Defendants argue that because Exhibit AA (Doc. 235-1) includes the prices Nivisys charged for certain products, it exposes trade secrets. (Doc. 246). The Court disagrees. A "trade secret may consist of any formula, pattern, device, or compilation of information which is used in one's business, and which gives him an opportunity to obtain an advantage over competitors who do not know or use it." In re Elec. Arts, Inc., 298 Fed. Appx. 568, 569-70 (9th Cir. 2008) (quoting Restatement (First) of Torts § 757, cmt. B (1939)). Defendants contend that the price of its products is confidential, and that if a competitor obtains its pricing information, it may use that information to undercut Nivisys's business. But Defendants themselves admit that the prices shown are not current; rather, they are the prices as they existed in 2012. Moreover, a simple price is not enough to reveal to a competitor a "formula or pattern" that Nivisys may use to price its products. See id. A price, absent more, is not a trade secret, and the Court finds no compelling reason to seal Exhibit AA.

2. Exhibit LL

Exhibit LL (Doc. 235-12) is a consolidated financial statement of First Texas and its subsidiaries, which Airbus offers to show that WWWT assumed the liability of Industries when it acquired Industries' assets. (Doc. 234 at ¶ 50). Defendants argue it contains confidential financial information regarding the value of Industries, and that the information it contains would lead Nivisys's competitors to persuade potential buyers that Nivisys is "just a small company that lacks the financial strength of its competitors[.]" (Doc. 246 at 4). But as it is filed, Exhibit LL is so heavily redacted that no person could make any reasonable conclusion, negative or otherwise, about the financial size or strength of Nivisys. Because it is already sufficiently redacted, the Court finds no compelling reason to cause the exhibit to be filed under seal.

3. Exhibit D

Defendants also argue that Exhibit D (Doc. 250-4) should be filed under seal because it discloses the identities of the shareholders of First Texas. (Doc. 251 at 2-3). Defendants assert that the exhibit should be sealed because the information therein is not relevant to a central issue in the case. The Court disagrees. Central to Airbus's case is its assertion that a commonality of ownership and control existed between the Defendant companies; knowledge regarding who owned or owns First Texas is therefore relevant. Defendants have not shown any additional compelling reason to file the exhibit under seal.

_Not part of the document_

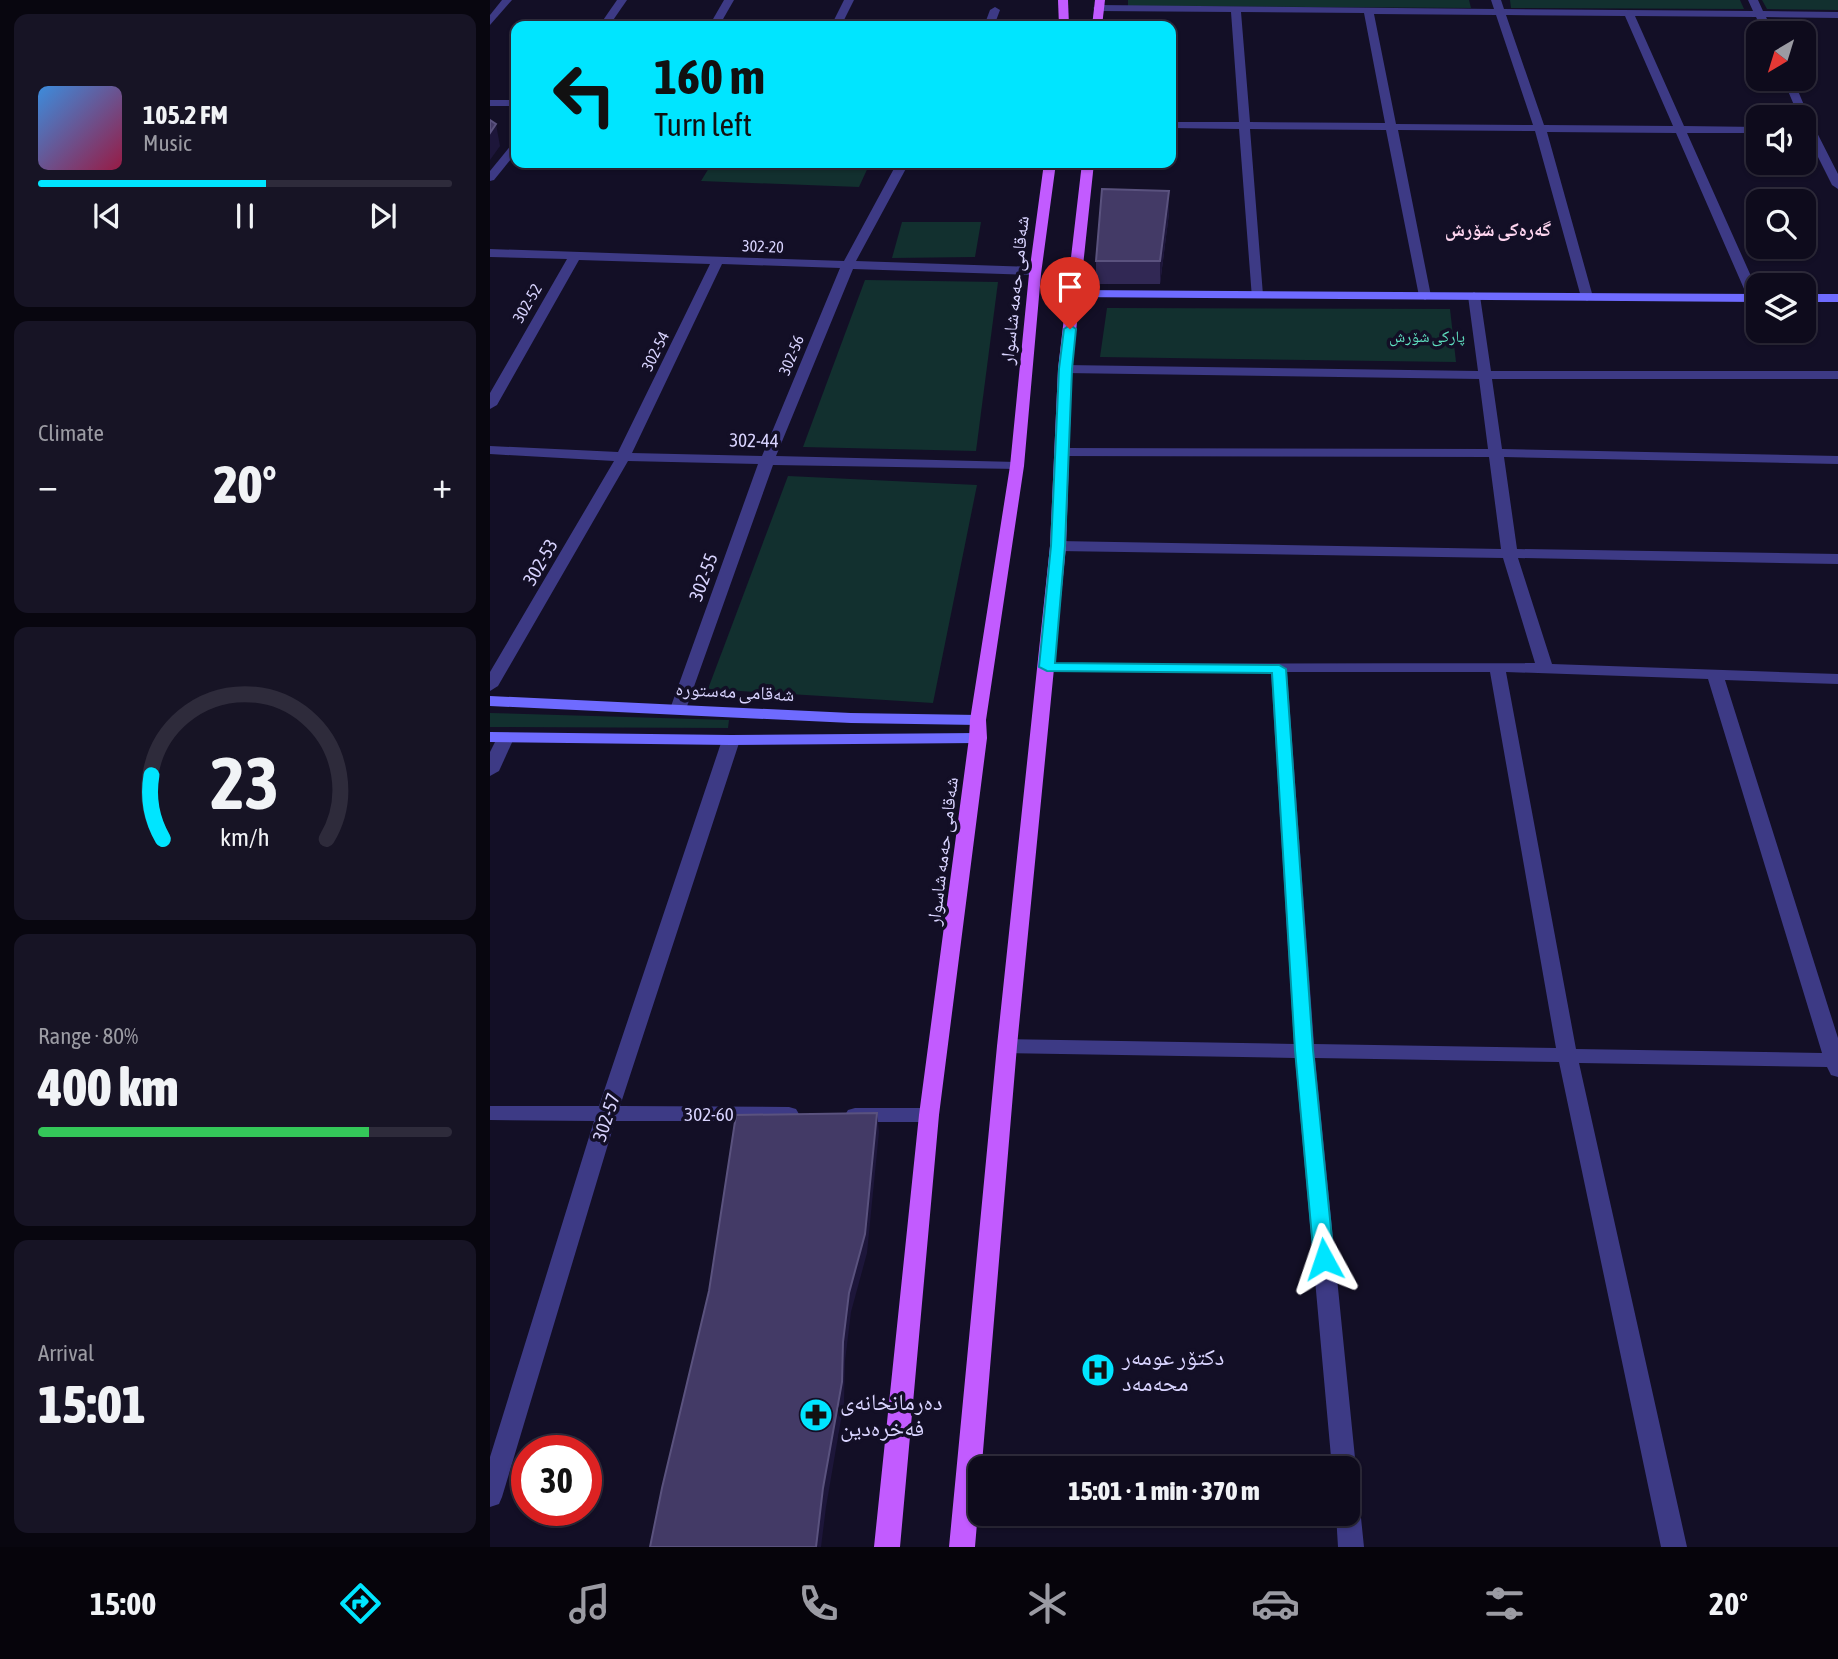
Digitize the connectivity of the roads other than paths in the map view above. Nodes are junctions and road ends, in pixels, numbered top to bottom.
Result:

Accordingly, the Court denies both motions to seal. (Docs. 246, 251).

IT IS ORDERED that Defendants' motions to seal (Docs. 246, 251) are DENIED; consistent with Local Rule of Civil Procedure 5.6(c), the Clerk of the Court shall not file these documents in the record, but instead shall leave them lodged under seal. The offering party must re-file them, unsealed, within 5 calendar days of this Order, or choose not to re-file them. Nothing in this Order releases any party from its obligations under the Protective Order (Doc. 92).